The polyethylene terephthalate (PET) substrate was cleaned with acetone, alcohol, and deionized water using ultrasonic cleaning before device fabrication. Gold films (80 nm thick), serving as the gate, source and drain electrodes, were deposited through electron beam evaporation with a patterned metal shadow mask covered on the PET substrate. The channel length is 100 μm, and the dual gates are 1 mm away from the channel. The P3HT (purchased from Aladdin) solution was synthesized by dissolving weighed P3HT powders in chlorobenzene solution, with a concentration of 10 mg ml−1. The P3HT channel film (100 nm thick) was fabricated by spin-coating the P3HT solution in chlorobenzene (10 mg ml−1) between the source and drain electrodes on a substrate, followed by curing at 70 °C for two hours.
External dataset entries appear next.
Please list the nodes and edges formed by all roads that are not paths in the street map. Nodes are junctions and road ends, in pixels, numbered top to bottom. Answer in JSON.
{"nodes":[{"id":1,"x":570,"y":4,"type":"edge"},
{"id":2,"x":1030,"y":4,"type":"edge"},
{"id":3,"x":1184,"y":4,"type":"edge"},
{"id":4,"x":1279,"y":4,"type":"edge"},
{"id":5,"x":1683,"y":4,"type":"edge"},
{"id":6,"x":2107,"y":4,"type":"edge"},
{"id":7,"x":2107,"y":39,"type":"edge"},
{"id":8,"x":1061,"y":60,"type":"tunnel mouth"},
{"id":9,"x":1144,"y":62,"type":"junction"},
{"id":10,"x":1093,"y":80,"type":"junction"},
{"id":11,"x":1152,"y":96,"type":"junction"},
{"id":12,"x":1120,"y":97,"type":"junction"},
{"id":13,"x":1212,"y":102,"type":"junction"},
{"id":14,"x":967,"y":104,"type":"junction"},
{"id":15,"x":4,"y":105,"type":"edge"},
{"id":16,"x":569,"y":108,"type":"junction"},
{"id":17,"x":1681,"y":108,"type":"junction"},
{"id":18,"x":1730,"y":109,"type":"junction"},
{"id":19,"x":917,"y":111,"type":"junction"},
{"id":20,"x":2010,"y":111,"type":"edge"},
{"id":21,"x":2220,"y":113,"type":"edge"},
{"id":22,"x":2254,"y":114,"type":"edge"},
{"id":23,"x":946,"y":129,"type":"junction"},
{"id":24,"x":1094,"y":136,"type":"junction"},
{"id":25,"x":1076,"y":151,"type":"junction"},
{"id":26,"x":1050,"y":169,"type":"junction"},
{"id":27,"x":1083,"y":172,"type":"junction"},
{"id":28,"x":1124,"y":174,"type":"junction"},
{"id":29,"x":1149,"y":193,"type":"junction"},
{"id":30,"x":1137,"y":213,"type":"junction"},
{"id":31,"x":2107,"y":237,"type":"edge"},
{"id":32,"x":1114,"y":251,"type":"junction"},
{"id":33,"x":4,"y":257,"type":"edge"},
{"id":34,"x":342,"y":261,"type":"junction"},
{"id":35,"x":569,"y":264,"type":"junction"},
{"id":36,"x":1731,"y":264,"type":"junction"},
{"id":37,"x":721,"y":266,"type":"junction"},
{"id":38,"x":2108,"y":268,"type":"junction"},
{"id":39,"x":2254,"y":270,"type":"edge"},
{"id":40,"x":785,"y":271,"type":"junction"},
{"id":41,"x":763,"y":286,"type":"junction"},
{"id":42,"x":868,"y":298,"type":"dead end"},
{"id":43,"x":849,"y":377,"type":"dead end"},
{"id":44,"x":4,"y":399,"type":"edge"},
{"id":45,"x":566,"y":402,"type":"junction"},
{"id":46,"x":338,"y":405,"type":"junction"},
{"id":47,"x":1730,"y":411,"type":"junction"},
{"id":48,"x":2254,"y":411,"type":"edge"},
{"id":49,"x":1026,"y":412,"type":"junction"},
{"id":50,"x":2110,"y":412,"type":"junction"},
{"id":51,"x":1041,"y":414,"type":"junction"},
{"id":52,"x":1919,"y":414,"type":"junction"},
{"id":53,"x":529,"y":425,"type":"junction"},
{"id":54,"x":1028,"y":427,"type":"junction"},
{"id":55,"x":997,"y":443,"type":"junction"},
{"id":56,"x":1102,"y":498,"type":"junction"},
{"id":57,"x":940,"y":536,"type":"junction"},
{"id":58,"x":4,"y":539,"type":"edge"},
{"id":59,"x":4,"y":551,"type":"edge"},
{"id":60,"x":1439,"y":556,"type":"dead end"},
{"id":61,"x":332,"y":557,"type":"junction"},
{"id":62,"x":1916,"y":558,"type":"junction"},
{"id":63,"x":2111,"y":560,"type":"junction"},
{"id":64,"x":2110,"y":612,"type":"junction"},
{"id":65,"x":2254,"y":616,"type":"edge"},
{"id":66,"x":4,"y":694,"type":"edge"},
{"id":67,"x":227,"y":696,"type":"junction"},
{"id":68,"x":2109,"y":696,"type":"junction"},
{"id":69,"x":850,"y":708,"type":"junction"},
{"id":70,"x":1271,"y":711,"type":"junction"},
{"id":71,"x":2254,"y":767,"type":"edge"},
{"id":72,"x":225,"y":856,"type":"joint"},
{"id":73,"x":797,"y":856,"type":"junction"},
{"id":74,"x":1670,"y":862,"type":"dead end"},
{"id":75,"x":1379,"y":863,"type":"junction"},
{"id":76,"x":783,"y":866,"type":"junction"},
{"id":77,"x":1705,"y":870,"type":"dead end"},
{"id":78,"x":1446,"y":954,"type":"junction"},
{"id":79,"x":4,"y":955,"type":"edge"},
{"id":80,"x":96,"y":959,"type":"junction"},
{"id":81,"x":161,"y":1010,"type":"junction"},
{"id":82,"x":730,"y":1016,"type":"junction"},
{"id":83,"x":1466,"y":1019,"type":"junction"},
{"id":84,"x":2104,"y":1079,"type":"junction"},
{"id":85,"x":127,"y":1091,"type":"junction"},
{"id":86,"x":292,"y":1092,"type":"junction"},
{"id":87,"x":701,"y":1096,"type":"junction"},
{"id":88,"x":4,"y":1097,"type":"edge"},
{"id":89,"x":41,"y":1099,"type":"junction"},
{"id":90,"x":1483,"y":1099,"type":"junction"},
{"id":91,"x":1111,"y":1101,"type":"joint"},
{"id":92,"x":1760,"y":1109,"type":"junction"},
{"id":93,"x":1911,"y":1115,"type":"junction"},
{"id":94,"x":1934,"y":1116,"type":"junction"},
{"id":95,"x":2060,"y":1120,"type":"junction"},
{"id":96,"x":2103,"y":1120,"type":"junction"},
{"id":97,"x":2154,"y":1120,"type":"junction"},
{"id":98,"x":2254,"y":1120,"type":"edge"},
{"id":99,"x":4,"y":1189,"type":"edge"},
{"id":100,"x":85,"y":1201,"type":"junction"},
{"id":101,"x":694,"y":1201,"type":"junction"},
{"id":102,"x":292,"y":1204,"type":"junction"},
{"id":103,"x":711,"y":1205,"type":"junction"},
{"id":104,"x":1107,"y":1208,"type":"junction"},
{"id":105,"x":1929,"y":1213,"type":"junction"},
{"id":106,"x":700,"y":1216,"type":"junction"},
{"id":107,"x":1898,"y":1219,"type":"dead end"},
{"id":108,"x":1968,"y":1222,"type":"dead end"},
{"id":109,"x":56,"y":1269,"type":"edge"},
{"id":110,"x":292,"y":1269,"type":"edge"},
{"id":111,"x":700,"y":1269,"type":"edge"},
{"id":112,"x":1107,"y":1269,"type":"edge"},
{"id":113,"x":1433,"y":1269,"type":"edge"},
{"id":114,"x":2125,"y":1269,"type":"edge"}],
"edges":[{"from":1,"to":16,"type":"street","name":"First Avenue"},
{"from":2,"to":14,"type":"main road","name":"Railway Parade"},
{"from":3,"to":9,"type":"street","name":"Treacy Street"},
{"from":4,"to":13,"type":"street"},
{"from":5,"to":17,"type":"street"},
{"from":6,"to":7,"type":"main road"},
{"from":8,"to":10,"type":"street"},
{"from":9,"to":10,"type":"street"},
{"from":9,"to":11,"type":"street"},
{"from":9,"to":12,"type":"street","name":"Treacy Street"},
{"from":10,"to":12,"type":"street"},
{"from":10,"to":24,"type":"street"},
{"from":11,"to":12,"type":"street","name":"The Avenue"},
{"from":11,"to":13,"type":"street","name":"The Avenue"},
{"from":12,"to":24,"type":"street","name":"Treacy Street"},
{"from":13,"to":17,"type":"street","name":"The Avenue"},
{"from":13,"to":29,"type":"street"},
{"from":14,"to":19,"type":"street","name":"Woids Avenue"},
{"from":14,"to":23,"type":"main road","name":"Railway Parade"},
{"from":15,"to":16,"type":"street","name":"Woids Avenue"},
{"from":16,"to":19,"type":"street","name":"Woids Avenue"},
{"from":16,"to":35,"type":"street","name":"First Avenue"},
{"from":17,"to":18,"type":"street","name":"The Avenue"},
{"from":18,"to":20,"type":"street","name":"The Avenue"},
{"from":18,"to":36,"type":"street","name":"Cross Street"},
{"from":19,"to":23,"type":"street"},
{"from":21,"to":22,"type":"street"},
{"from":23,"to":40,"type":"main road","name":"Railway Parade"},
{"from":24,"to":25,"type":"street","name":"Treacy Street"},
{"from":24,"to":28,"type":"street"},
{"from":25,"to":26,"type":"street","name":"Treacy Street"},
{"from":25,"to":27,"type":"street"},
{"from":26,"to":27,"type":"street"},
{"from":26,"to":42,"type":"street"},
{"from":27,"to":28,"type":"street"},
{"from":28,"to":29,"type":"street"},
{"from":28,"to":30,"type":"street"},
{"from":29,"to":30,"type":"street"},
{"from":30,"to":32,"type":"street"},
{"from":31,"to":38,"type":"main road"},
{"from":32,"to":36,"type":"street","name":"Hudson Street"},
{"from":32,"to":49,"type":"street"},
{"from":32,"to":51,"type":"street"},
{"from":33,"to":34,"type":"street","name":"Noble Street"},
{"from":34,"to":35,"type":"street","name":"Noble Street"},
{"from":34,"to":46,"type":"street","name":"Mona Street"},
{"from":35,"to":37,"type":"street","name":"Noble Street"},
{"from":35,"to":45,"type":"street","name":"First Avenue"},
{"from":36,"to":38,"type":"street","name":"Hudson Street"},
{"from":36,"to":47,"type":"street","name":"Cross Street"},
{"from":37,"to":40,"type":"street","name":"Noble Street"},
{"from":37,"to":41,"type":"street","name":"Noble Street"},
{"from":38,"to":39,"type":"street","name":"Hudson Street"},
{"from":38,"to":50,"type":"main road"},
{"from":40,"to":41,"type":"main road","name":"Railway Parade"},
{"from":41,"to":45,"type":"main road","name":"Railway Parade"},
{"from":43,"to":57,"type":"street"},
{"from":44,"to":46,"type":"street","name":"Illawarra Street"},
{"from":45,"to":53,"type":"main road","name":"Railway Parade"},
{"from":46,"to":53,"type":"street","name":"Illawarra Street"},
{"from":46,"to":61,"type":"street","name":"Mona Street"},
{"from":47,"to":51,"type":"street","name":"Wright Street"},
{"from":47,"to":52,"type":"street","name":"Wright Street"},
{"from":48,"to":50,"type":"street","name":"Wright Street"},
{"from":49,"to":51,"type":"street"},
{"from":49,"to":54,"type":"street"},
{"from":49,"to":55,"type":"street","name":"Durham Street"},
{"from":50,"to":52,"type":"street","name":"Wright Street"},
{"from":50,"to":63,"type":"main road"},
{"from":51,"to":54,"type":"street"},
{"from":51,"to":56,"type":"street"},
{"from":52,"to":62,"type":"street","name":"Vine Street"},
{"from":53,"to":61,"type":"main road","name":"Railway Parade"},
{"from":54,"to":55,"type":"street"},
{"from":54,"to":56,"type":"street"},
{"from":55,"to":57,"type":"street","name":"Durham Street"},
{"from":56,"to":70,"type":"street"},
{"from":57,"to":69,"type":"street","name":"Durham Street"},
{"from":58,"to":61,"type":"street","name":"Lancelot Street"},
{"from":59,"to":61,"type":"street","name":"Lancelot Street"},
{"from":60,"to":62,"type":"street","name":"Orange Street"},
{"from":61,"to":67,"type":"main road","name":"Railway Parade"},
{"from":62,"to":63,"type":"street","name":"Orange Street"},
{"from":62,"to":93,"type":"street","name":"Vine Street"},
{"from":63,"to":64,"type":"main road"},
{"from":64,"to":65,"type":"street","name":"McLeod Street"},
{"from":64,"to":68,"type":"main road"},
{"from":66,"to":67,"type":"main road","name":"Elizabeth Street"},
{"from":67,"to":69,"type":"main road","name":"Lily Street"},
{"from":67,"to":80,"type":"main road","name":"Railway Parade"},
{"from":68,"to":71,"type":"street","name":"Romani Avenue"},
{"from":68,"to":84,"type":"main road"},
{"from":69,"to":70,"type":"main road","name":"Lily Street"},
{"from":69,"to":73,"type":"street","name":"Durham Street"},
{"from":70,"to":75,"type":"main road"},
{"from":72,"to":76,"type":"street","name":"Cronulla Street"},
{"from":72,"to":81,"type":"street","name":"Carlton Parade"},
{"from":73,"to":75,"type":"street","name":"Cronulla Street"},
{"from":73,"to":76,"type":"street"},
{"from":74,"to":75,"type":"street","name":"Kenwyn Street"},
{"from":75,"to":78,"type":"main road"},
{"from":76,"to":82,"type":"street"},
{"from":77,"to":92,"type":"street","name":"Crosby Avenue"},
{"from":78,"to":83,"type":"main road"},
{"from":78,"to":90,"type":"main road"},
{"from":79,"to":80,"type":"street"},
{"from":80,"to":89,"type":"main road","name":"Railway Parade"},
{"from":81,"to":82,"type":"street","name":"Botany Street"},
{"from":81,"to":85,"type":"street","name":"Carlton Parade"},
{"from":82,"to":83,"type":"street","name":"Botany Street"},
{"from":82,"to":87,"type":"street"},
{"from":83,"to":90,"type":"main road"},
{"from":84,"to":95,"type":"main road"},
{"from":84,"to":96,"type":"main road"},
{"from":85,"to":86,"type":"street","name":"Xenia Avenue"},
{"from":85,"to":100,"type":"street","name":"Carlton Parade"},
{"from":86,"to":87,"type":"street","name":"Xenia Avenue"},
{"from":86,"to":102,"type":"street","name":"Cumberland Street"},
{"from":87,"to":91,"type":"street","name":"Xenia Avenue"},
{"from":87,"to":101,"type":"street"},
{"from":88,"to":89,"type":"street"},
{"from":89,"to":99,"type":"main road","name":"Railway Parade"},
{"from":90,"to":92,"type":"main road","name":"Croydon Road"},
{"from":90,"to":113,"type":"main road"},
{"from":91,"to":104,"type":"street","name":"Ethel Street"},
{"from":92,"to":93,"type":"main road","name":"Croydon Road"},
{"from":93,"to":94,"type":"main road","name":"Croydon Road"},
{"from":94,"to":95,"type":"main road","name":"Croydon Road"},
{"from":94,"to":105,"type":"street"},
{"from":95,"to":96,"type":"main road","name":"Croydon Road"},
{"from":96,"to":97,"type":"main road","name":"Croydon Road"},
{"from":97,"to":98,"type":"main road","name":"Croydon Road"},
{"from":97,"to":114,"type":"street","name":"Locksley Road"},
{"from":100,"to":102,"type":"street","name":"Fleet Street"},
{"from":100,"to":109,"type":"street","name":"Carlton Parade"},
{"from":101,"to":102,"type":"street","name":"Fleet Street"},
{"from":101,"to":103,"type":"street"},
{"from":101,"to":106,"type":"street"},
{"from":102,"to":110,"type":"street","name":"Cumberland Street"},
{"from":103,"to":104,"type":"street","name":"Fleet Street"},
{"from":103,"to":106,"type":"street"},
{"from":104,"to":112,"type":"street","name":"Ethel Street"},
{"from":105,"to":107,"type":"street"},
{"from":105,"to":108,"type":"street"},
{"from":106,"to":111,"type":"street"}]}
Poly(vinylidene fluoride-co-hexafluoropropylene) (P(VDF-HFP)) (purchased from Macklin) and 1-ethyl-3-methylimidazoliumbis (trifluoromethylsulfonyl) amide ([EMI][TFSA]) were dissolved in acetone with a weight ratio of 1 : 4 : 7 under vigorous stirring at 50 °C for 4 hours, and then spin-coated on a glass substrate. After being baked in a vacuum at 70 °C for 24 hours, the ionic gel was transferred to the PET substrate spin-coated with P3HT thin films to complete the transistor fabrication.

Sample characterization

All of the electrical measurements were conducted on a Lake-shore probe station with a Keithley 4200 semiconductor parameter analyzer at room temperature. Throughout the studies, we fabricated ∼150 devices in total, and the yield is over 90%. The variation of the current response to pulse stimulation is ∼4% for the devices fabricated in the same batch (Fig. S3, ESI†). To evaluate the device performance at different bending states, we attached the flexible device on a customized semi-cylindrical bending mold, followed by performing electrical characterization. The morphologies were characterized using a Scanning Electron Microscope (SEM, FEI Quanta FEG 250, American FEI, USA). Raman spectroscopy with a laser micro-Raman microscope (NRS-3100, JASCO Corporation, Japan) was used to obtain the Raman spectrum of the P3HT film in the transistor before and after programming.

Conflicts of interest

There are no conflicts to declare.